INFORMS Lehigh Student Chapter Distinguished Speaker Seminar



Title:               
The Simplex and Policy-Iteration Methods are Strongly Polynomial for the Markov Decision Problem with a Constant Discount Factor
Speaker:         Professor Yinyu Ye (Stanford University)
Date:               Friday, March 30
Time:              2:30 pm – 3:30 pm
Place:              Room 451 Mohler Lab, 200 W. Packer Avenue
Abstract: We prove that the classic policy-iteration method (Howard 1960), including the Simplex method (Dantzig 1947) with the most-negative-reduced-cost pivoting rule,
is a strongly polynomial-time algorithm for solving the Markov decision problem (MDP) with a constant discount factor. Furthermore, the computational complexity of the
policy-iteration method (including the Simplex method) is superior to that of the only known strongly polynomial-time interior-point algorithm for solving this problem.
The result is surprising since the Simplex method with the same pivoting rule was shown to be exponential for solving a general linear programming (LP) problem,
the Simplex (or simple policy-iteration) method with the smallest-index pivoting rule was shown to be exponential for solving an MDP regardless of discount rates,
and the policy-iteration method was recently shown to be exponential for solving a undiscounted MDP. We also extend the result to solving MDPs with sub-stochastic
and transient state transition probability matrices.

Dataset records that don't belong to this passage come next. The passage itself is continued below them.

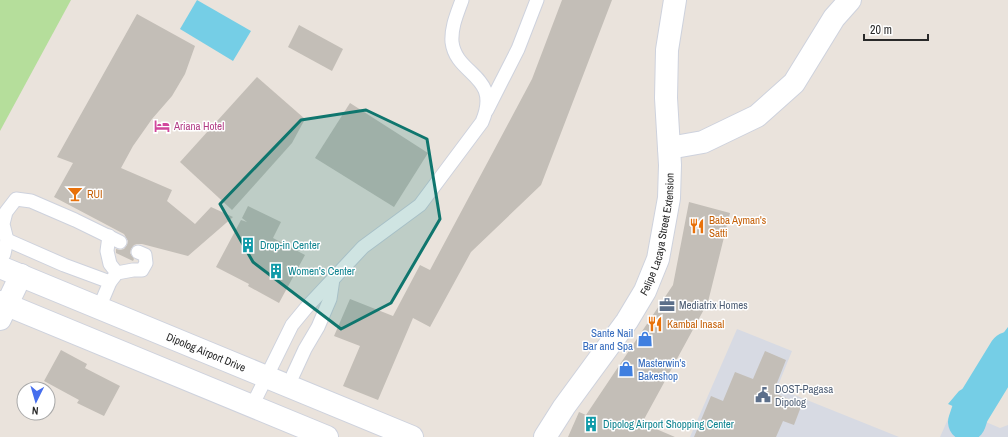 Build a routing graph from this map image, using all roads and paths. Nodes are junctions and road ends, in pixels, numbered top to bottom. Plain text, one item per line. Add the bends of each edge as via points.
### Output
1 (462, 0) edge
2 (537, 0) edge
3 (675, 0) edge
4 (850, 0) edge
5 (486, 113) junction
6 (669, 148) junction
7 (7, 240) junction
8 (138, 252) dead end
9 (0, 261) edge
10 (0, 267) edge
11 (21, 275) junction
12 (114, 278) junction
13 (333, 279) junction
14 (99, 308) junction
15 (2, 309) edge
16 (270, 372) junction
17 (293, 375) dead end
18 (252, 406) junction
19 (327, 437) edge
20 (412, 437) edge
21 (545, 437) edge

1 - 5 lane via 454,22 452,43 456,55 483,85 487,97
2 - 5 lane via 518,49
3 - 6 main road, Felipe Lacaya Street Extension via 667,50
4 - 6 main road via 834,18 794,83 757,116 703,142
5 - 13 lane via 420,205 363,247
6 - 21 main road, Felipe Lacaya Street Extension via 669,198 665,228 658,259 645,291 627,321
7 - 9 lane
7 - 12 lane via 64,265
7 - 12 lane via 3,224 6,212 16,199 31,201 115,239 107,251
8 - 12 lane via 145,255 146,263 142,270 133,270
10 - 11 main road, Dipolog Airport Drive
11 - 14 main road, Dipolog Airport Drive
11 - 15 main road
12 - 14 lane
13 - 16 lane via 292,325
13 - 17 lane via 330,299
14 - 16 main road, Dipolog Airport Drive
15 - 18 main road
16 - 18 lane
16 - 20 main road, Dipolog Airport Drive
18 - 19 main road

Bio: Yinyu Ye received the B.S. degree in System Engineering from the Huazhong University of Science and Technology, Wuhan, China, and the M.S. and Ph.D. degrees in
Management Science & Engineering from Stanford University, Stanford. Currently, he is a full Professor of Management Science and Engineering and Institute of
Computational and Mathematical Engineering and the Director of the MS&E Industrial Affiliates Program, Stanford University. His current research interests include
Continuous and Discrete Optimization, Mathematical Programming, Algorithm Design and Analysis, Computational Game/Market Equilibrium, Metric Distance
Geometry, Graph Realization, Dynamic Resource Allocation, and Stochastic and Robust Decision Making, etc. 
He was the recipient of John von Neumann Theory Prize by INFORMS (2009), and recipient of the 2009 IBM Faculty Award. He was elected vice chair of the SIAM
Activity Group on Optimization (SIAG/OPT) in 2008. He was elected to theINFORMS fellow in 2006, and awarded the Farkas prize by INFORMS Optimization Society
in the same year. He was the area editor of Math of Operation Research (2009-now), Operation Research (2006-2009), and the Co-Chief Editor of Pacific J. of Optimization (2005-2009).